Je vais répondre à votre question, mais je commencerai tout d'abord par présenter la notion de double dividende. La fiscalité écologique a pour finalité première - et normalement unique - de modifier les comportements. Quelques recettes fiscales peuvent en être obtenues, mais ce n'est pas là son objectif. Plus cette fiscalité écologique sera efficace sur le plan de l'environnement, plus elle réduira son assiette. Je préfère parler d'érosion de l'assiette plutôt que de disparition. En effet, les dépenses de carburant ne seront pas réduites à zéro avant plusieurs décennies. L'efficacité environnementale dépend de la réaction au signal-prix des comportements : plus ces derniers ont une élasticité forte au prix, plus les recettes sont appelées à diminuer.
La fiscalité écologique se traduit également par des effets économiques. Elle peut présenter un coût en pouvoir d'achat pour les ménages qui sont frappés, et en perte de compétitivité pour les entreprises impactées, bien que ces dernières puissent, en règle générale, répercuter une partie de ses coûts dans leur prix, donc sur le consommateur. Un impôt écologique non compensé aura forcément un coût en termes d'emplois et d'activité économique.
Il y a aussi des coûts sociaux potentiels. Je pense à cet égard à la fiscalité énergétique, notamment celle qui touche les carburants. Elle est régressive, dans la mesure où elle affecte davantage les ménages pauvres. En effet, la part de leur budget consacrée aux dépenses énergétiques et de carburant est plus importante que pour les ménages les plus riches. Elle porte sur des dépenses particulièrement contraintes, car ces foyers pauvres sont souvent installés en périphérie, ne disposent pas de transports publics, ont besoin d'utiliser leur voiture ou vivent dans des logements mal isolés. Ainsi, les effets sociaux d'une fiscalité écologique non compensée sont négatifs. De fait, et de façon paradoxale, lorsque la fiscalité écologique touche des dépenses contraintes, les ménages sont dans l'impossibilité de modifier leur comportement, ce qui rend alors cette fiscalité inefficace. Une fiscalité écologique est donc difficilement envisageable sans mesure d'accompagnement.
Chercher à réduire les coûts économiques et sociaux de la fiscalité écologique constitue le coeur de la théorie du double dividende. On peut à cet égard envisager de substituer la fiscalité environnementale à des prélèvements pesant dans d'autres domaines. La plupart des impôts se traduisent par des distorsions plus ou moins fortes, qui ont des effets négatifs pour l'économie. C'est le cas lorsque le gain pour l'Etat du prélèvement fiscal s'avère plus faible que la perte sèche, en termes de bien-être et de pouvoir d'achat, subie par les contribuables. De telles distorsions se rencontrent chaque fois que la fiscalité cherche à modifier les comportements. De ce point de vue, la fiscalité écologique provoque par définition des distorsions. En France et en Europe continentale, c'est la fiscalité pesant sur le travail qui exerce le plus de distorsions. Aux Etats-Unis, c'est la fiscalité sur le capital.

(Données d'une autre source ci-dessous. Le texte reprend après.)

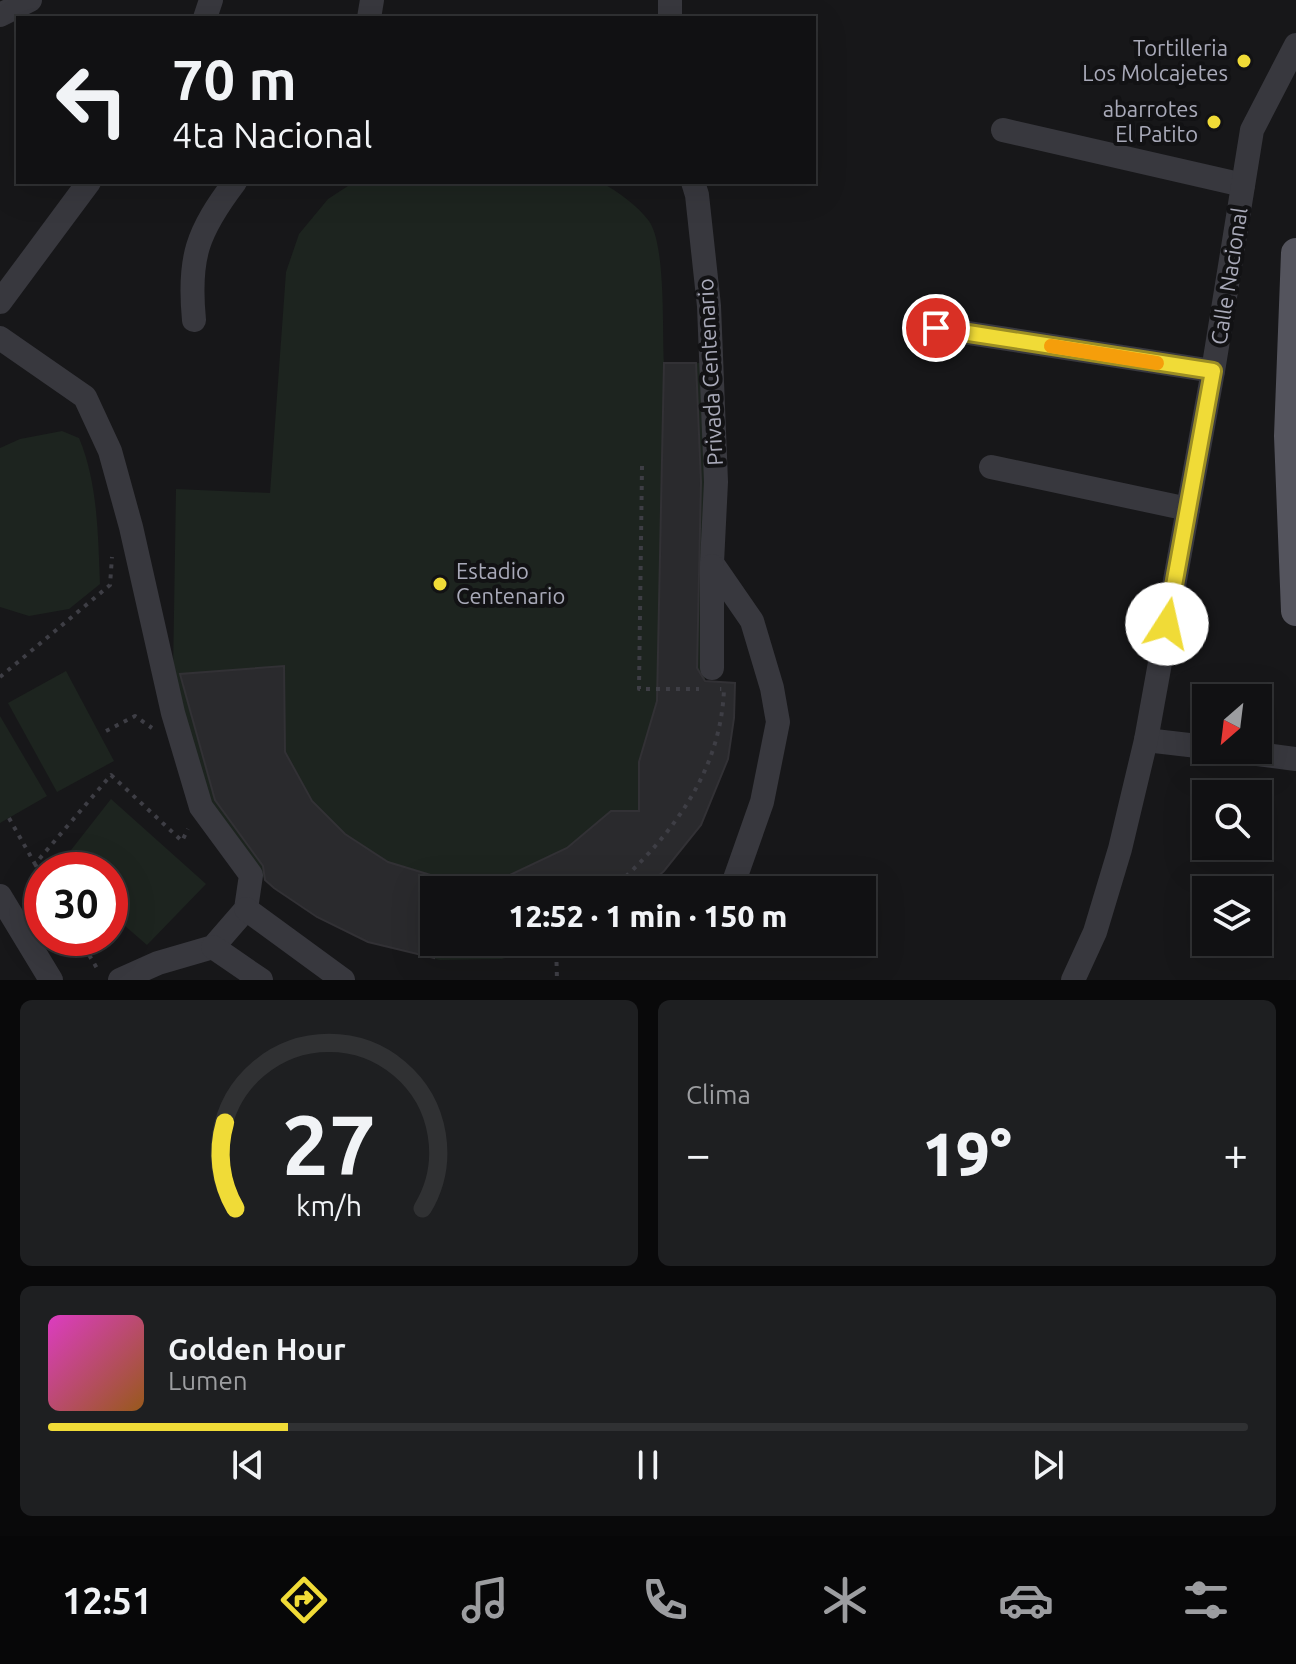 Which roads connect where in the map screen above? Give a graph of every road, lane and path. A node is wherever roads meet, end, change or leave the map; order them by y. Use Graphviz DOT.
graph roads {
  1 [pos="30,0"];
  2 [pos="0,15"];
  3 [pos="1296,45"];
  4 [pos="1003,130"];
  5 [pos="88,184"];
  6 [pos="234,184"];
  7 [pos="694,184"];
  8 [pos="1243,185"];
  9 [pos="1296,253"];
  10 [pos="0,302"];
  11 [pos="194,320"];
  12 [pos="936,328"];
  13 [pos="0,338"];
  14 [pos="1213,371"];
  15 [pos="1293,440"];
  16 [pos="642,466"];
  17 [pos="991,467"];
  18 [pos="1188,509"];
  19 [pos="112,555"];
  20 [pos="712,563"];
  21 [pos="1296,611"];
  22 [pos="712,668"];
  23 [pos="0,677"];
  24 [pos="106,731"];
  25 [pos="155,731"];
  26 [pos="1146,740"];
  27 [pos="1192,745"];
  28 [pos="1272,756"];
  29 [pos="1296,759"];
  30 [pos="9,818"];
  31 [pos="189,828"];
  32 [pos="28,852"];
  33 [pos="45,852"];
  34 [pos="627,876"];
  35 [pos="736,876"];
  36 [pos="0,896"];
  37 [pos="246,909"];
  38 [pos="213,947"];
  39 [pos="89,956"];
  40 [pos="556,956"];
  41 [pos="51,980"];
  42 [pos="103,980"];
  43 [pos="120,980"];
  44 [pos="261,980"];
  45 [pos="343,980"];
  46 [pos="557,980"];
  47 [pos="1073,980"];
  1 -- 2 [label="street"];
  3 -- 8 [label="street, Calle Nacional"];
  4 -- 8 [label="street"];
  5 -- 10 [label="street"];
  6 -- 11 [label="street"];
  7 -- 20 [label="street, Privada Centenario"];
  8 -- 14 [label="street, Calle Nacional"];
  9 -- 15 [label="main road"];
  12 -- 14 [label="street"];
  13 -- 37 [label="street"];
  14 -- 18 [label="street, Calle Nacional"];
  15 -- 21 [label="main road"];
  16 -- 34 [label="path"];
  17 -- 18 [label="street"];
  18 -- 26 [label="street, Calle Nacional"];
  19 -- 23 [label="path"];
  20 -- 22 [label="street, Privada Centenario"];
  20 -- 35 [label="street"];
  24 -- 25 [label="path"];
  26 -- 27 [label="street"];
  26 -- 47 [label="street, Calle Nacional"];
  28 -- 29 [label="street"];
  30 -- 32 [label="path"];
  31 -- 33 [label="path"];
  36 -- 41 [label="street"];
  37 -- 38 [label="street"];
  37 -- 45 [label="street"];
  38 -- 43 [label="street"];
  38 -- 44 [label="street"];
  39 -- 42 [label="path"];
  40 -- 46 [label="path"];
} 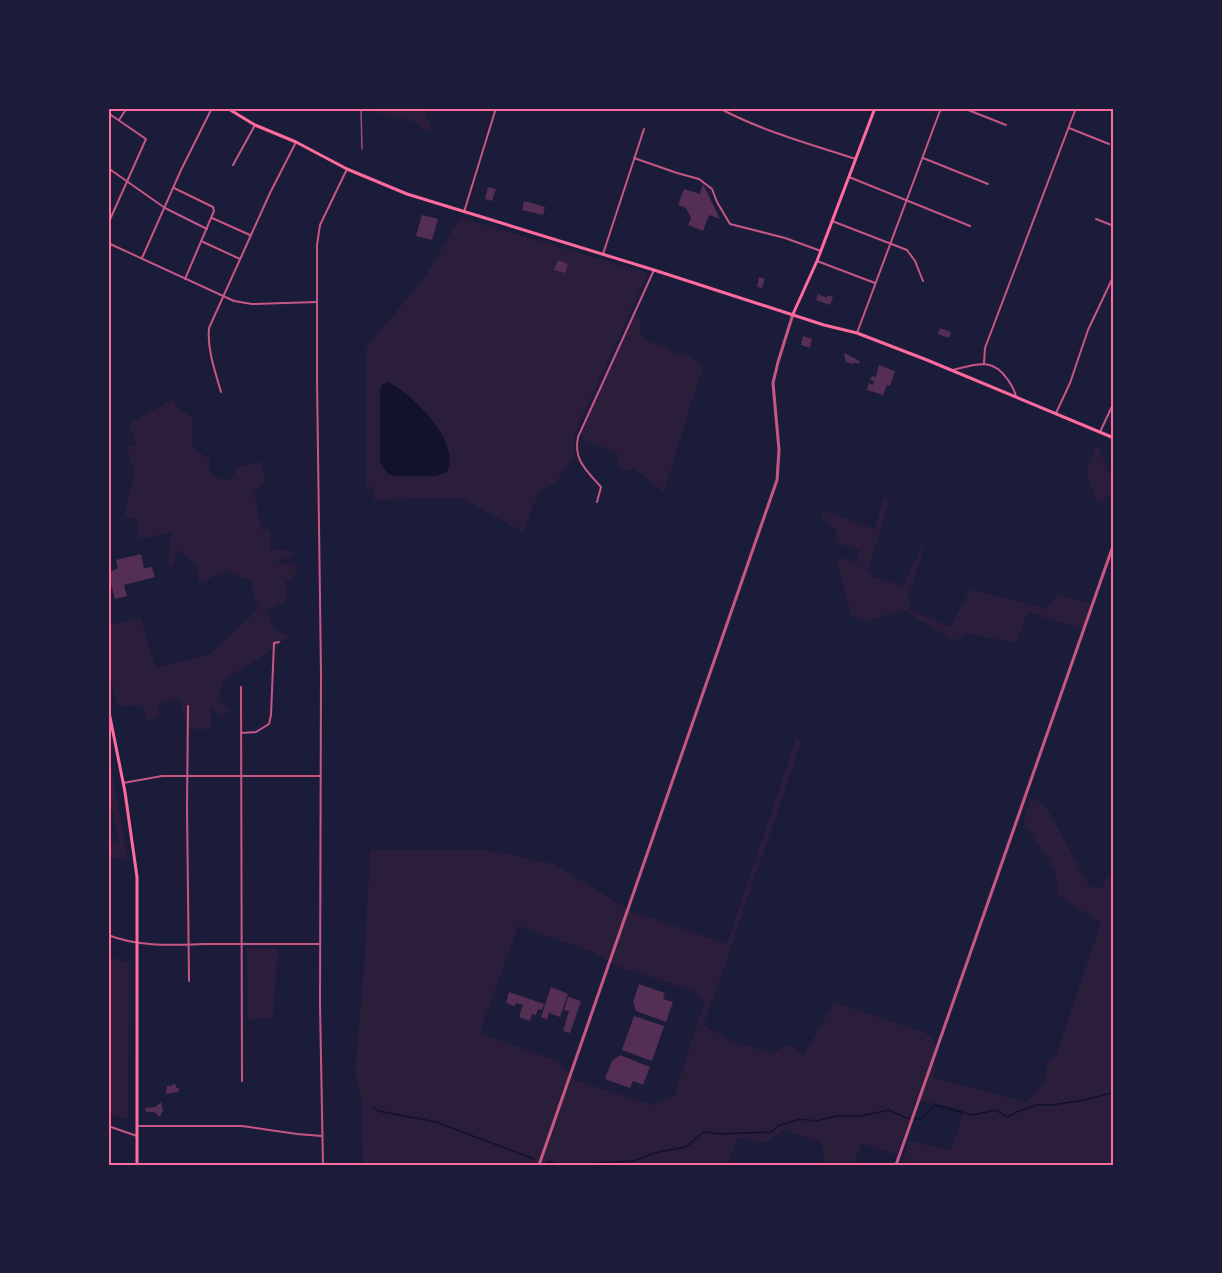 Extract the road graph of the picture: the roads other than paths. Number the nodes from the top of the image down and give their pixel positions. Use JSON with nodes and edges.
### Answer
{"nodes":[{"id":1,"x":127,"y":108,"type":"edge"},
{"id":2,"x":212,"y":108,"type":"edge"},
{"id":3,"x":227,"y":108,"type":"edge"},
{"id":4,"x":496,"y":108,"type":"edge"},
{"id":5,"x":718,"y":108,"type":"edge"},
{"id":6,"x":875,"y":108,"type":"edge"},
{"id":7,"x":941,"y":108,"type":"edge"},
{"id":8,"x":963,"y":108,"type":"edge"},
{"id":9,"x":1076,"y":108,"type":"edge"},
{"id":10,"x":108,"y":113,"type":"edge"},
{"id":11,"x":118,"y":120,"type":"junction"},
{"id":12,"x":255,"y":125,"type":"junction"},
{"id":13,"x":1006,"y":125,"type":"dead end"},
{"id":14,"x":1069,"y":128,"type":"junction"},
{"id":15,"x":644,"y":129,"type":"dead end"},
{"id":16,"x":296,"y":142,"type":"junction"},
{"id":17,"x":1109,"y":144,"type":"dead end"},
{"id":18,"x":634,"y":158,"type":"junction"},
{"id":19,"x":922,"y":158,"type":"junction"},
{"id":20,"x":856,"y":159,"type":"junction"},
{"id":21,"x":232,"y":165,"type":"dead end"},
{"id":22,"x":108,"y":168,"type":"edge"},
{"id":23,"x":347,"y":169,"type":"junction"},
{"id":24,"x":849,"y":177,"type":"junction"},
{"id":25,"x":128,"y":181,"type":"junction"},
{"id":26,"x":988,"y":184,"type":"dead end"},
{"id":27,"x":174,"y":188,"type":"junction"},
{"id":28,"x":907,"y":200,"type":"junction"},
{"id":29,"x":165,"y":208,"type":"junction"},
{"id":30,"x":464,"y":212,"type":"junction"},
{"id":31,"x":212,"y":218,"type":"junction"},
{"id":32,"x":1096,"y":219,"type":"dead end"},
{"id":33,"x":832,"y":221,"type":"junction"},
{"id":34,"x":108,"y":224,"type":"edge"},
{"id":35,"x":970,"y":225,"type":"dead end"},
{"id":36,"x":1114,"y":226,"type":"edge"},
{"id":37,"x":207,"y":229,"type":"junction"},
{"id":38,"x":250,"y":235,"type":"junction"},
{"id":39,"x":201,"y":241,"type":"junction"},
{"id":40,"x":108,"y":243,"type":"edge"},
{"id":41,"x":891,"y":243,"type":"junction"},
{"id":42,"x":821,"y":250,"type":"junction"},
{"id":43,"x":603,"y":254,"type":"junction"},
{"id":44,"x":141,"y":259,"type":"junction"},
{"id":45,"x":240,"y":259,"type":"junction"},
{"id":46,"x":817,"y":261,"type":"junction"},
{"id":47,"x":654,"y":270,"type":"junction"},
{"id":48,"x":1114,"y":275,"type":"edge"},
{"id":49,"x":185,"y":279,"type":"junction"},
{"id":50,"x":923,"y":281,"type":"dead end"},
{"id":51,"x":875,"y":283,"type":"junction"},
{"id":52,"x":223,"y":296,"type":"junction"},
{"id":53,"x":318,"y":302,"type":"junction"},
{"id":54,"x":793,"y":314,"type":"junction"},
{"id":55,"x":856,"y":333,"type":"junction"},
{"id":56,"x":984,"y":363,"type":"junction"},
{"id":57,"x":953,"y":370,"type":"junction"},
{"id":58,"x":221,"y":392,"type":"dead end"},
{"id":59,"x":1016,"y":397,"type":"junction"},
{"id":60,"x":1114,"y":402,"type":"edge"},
{"id":61,"x":1056,"y":413,"type":"junction"},
{"id":62,"x":1100,"y":432,"type":"junction"},
{"id":63,"x":1114,"y":438,"type":"edge"},
{"id":64,"x":597,"y":502,"type":"dead end"},
{"id":65,"x":1114,"y":543,"type":"edge"},
{"id":66,"x":279,"y":642,"type":"dead end"},
{"id":67,"x":241,"y":687,"type":"dead end"},
{"id":68,"x":188,"y":706,"type":"dead end"},
{"id":69,"x":108,"y":707,"type":"edge"},
{"id":70,"x":241,"y":733,"type":"junction"},
{"id":71,"x":188,"y":776,"type":"junction"},
{"id":72,"x":320,"y":776,"type":"junction"},
{"id":73,"x":242,"y":777,"type":"junction"},
{"id":74,"x":123,"y":783,"type":"junction"},
{"id":75,"x":108,"y":935,"type":"edge"},
{"id":76,"x":138,"y":943,"type":"junction"},
{"id":77,"x":242,"y":944,"type":"junction"},
{"id":78,"x":321,"y":944,"type":"junction"},
{"id":79,"x":189,"y":945,"type":"junction"},
{"id":80,"x":189,"y":981,"type":"dead end"},
{"id":81,"x":242,"y":1081,"type":"dead end"},
{"id":82,"x":108,"y":1126,"type":"edge"},
{"id":83,"x":137,"y":1126,"type":"junction"},
{"id":84,"x":137,"y":1136,"type":"junction"},
{"id":85,"x":323,"y":1136,"type":"junction"},
{"id":86,"x":137,"y":1165,"type":"edge"},
{"id":87,"x":323,"y":1165,"type":"edge"},
{"id":88,"x":539,"y":1165,"type":"edge"},
{"id":89,"x":896,"y":1165,"type":"edge"}],
"edges":[{"from":1,"to":11,"type":"street"},
{"from":2,"to":27,"type":"street"},
{"from":3,"to":12,"type":"main road"},
{"from":4,"to":30,"type":"street"},
{"from":5,"to":20,"type":"street"},
{"from":6,"to":20,"type":"main road"},
{"from":7,"to":19,"type":"street"},
{"from":8,"to":13,"type":"street"},
{"from":9,"to":14,"type":"street"},
{"from":10,"to":11,"type":"street"},
{"from":11,"to":25,"type":"street"},
{"from":12,"to":16,"type":"main road"},
{"from":12,"to":21,"type":"street"},
{"from":14,"to":17,"type":"street"},
{"from":14,"to":56,"type":"street"},
{"from":15,"to":18,"type":"street"},
{"from":16,"to":23,"type":"main road"},
{"from":16,"to":38,"type":"street"},
{"from":18,"to":42,"type":"street"},
{"from":18,"to":43,"type":"street"},
{"from":19,"to":26,"type":"street"},
{"from":19,"to":28,"type":"street"},
{"from":20,"to":24,"type":"main road"},
{"from":22,"to":25,"type":"street"},
{"from":23,"to":30,"type":"main road"},
{"from":23,"to":53,"type":"street"},
{"from":24,"to":28,"type":"street"},
{"from":24,"to":33,"type":"main road"},
{"from":25,"to":29,"type":"street"},
{"from":25,"to":34,"type":"street"},
{"from":27,"to":29,"type":"street"},
{"from":27,"to":31,"type":"street"},
{"from":28,"to":35,"type":"street"},
{"from":28,"to":41,"type":"street"},
{"from":29,"to":37,"type":"street"},
{"from":29,"to":44,"type":"street"},
{"from":30,"to":43,"type":"main road"},
{"from":31,"to":37,"type":"street"},
{"from":31,"to":38,"type":"street"},
{"from":32,"to":36,"type":"street"},
{"from":33,"to":41,"type":"street"},
{"from":33,"to":42,"type":"main road"},
{"from":37,"to":39,"type":"street"},
{"from":38,"to":45,"type":"street"},
{"from":39,"to":45,"type":"street"},
{"from":39,"to":49,"type":"street"},
{"from":40,"to":44,"type":"street"},
{"from":41,"to":50,"type":"street"},
{"from":41,"to":51,"type":"street"},
{"from":42,"to":46,"type":"main road"},
{"from":43,"to":47,"type":"main road"},
{"from":44,"to":49,"type":"street"},
{"from":45,"to":52,"type":"street"},
{"from":46,"to":51,"type":"street"},
{"from":46,"to":54,"type":"main road"},
{"from":47,"to":54,"type":"main road"},
{"from":47,"to":64,"type":"street"},
{"from":48,"to":61,"type":"street"},
{"from":49,"to":52,"type":"street"},
{"from":51,"to":55,"type":"street"},
{"from":52,"to":53,"type":"street"},
{"from":52,"to":58,"type":"street"},
{"from":53,"to":72,"type":"street"},
{"from":54,"to":55,"type":"main road"},
{"from":54,"to":88,"type":"street"},
{"from":55,"to":57,"type":"main road"},
{"from":56,"to":57,"type":"street"},
{"from":56,"to":59,"type":"street"},
{"from":57,"to":59,"type":"main road"},
{"from":59,"to":61,"type":"main road"},
{"from":60,"to":62,"type":"street"},
{"from":61,"to":62,"type":"main road"},
{"from":62,"to":63,"type":"main road"},
{"from":65,"to":89,"type":"street"},
{"from":66,"to":70,"type":"street"},
{"from":67,"to":70,"type":"street"},
{"from":68,"to":71,"type":"street"},
{"from":69,"to":74,"type":"main road"},
{"from":70,"to":73,"type":"street"},
{"from":71,"to":73,"type":"street"},
{"from":71,"to":74,"type":"street"},
{"from":71,"to":79,"type":"street"},
{"from":72,"to":73,"type":"street"},
{"from":72,"to":78,"type":"street"},
{"from":73,"to":77,"type":"street"},
{"from":74,"to":76,"type":"main road"},
{"from":75,"to":76,"type":"street"},
{"from":76,"to":79,"type":"street"},
{"from":76,"to":83,"type":"main road"},
{"from":77,"to":78,"type":"street"},
{"from":77,"to":79,"type":"street"},
{"from":77,"to":81,"type":"street"},
{"from":78,"to":85,"type":"street"},
{"from":79,"to":80,"type":"street"},
{"from":82,"to":84,"type":"street"},
{"from":83,"to":84,"type":"main road"},
{"from":83,"to":85,"type":"street"},
{"from":84,"to":86,"type":"main road"},
{"from":85,"to":87,"type":"street"}]}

Il s'agit donc de remplacer des prélèvements obligatoires sur le travail très distordants par des prélèvements obligatoires assis sur une base environnementale. Au-delà, une discussion existe entre universitaires, qui distinguent le double dividende au sens faible (simple réduction du coût de la mesure à travers la substitution d'impôts) et le double dividende au sens fort (obtention d'un gain net, à travers une hausse de l'activité et de l'emploi). Mais un tel résultat positif n'est possible que si l'on affecte les recettes environnementales à une réduction des autres impôts.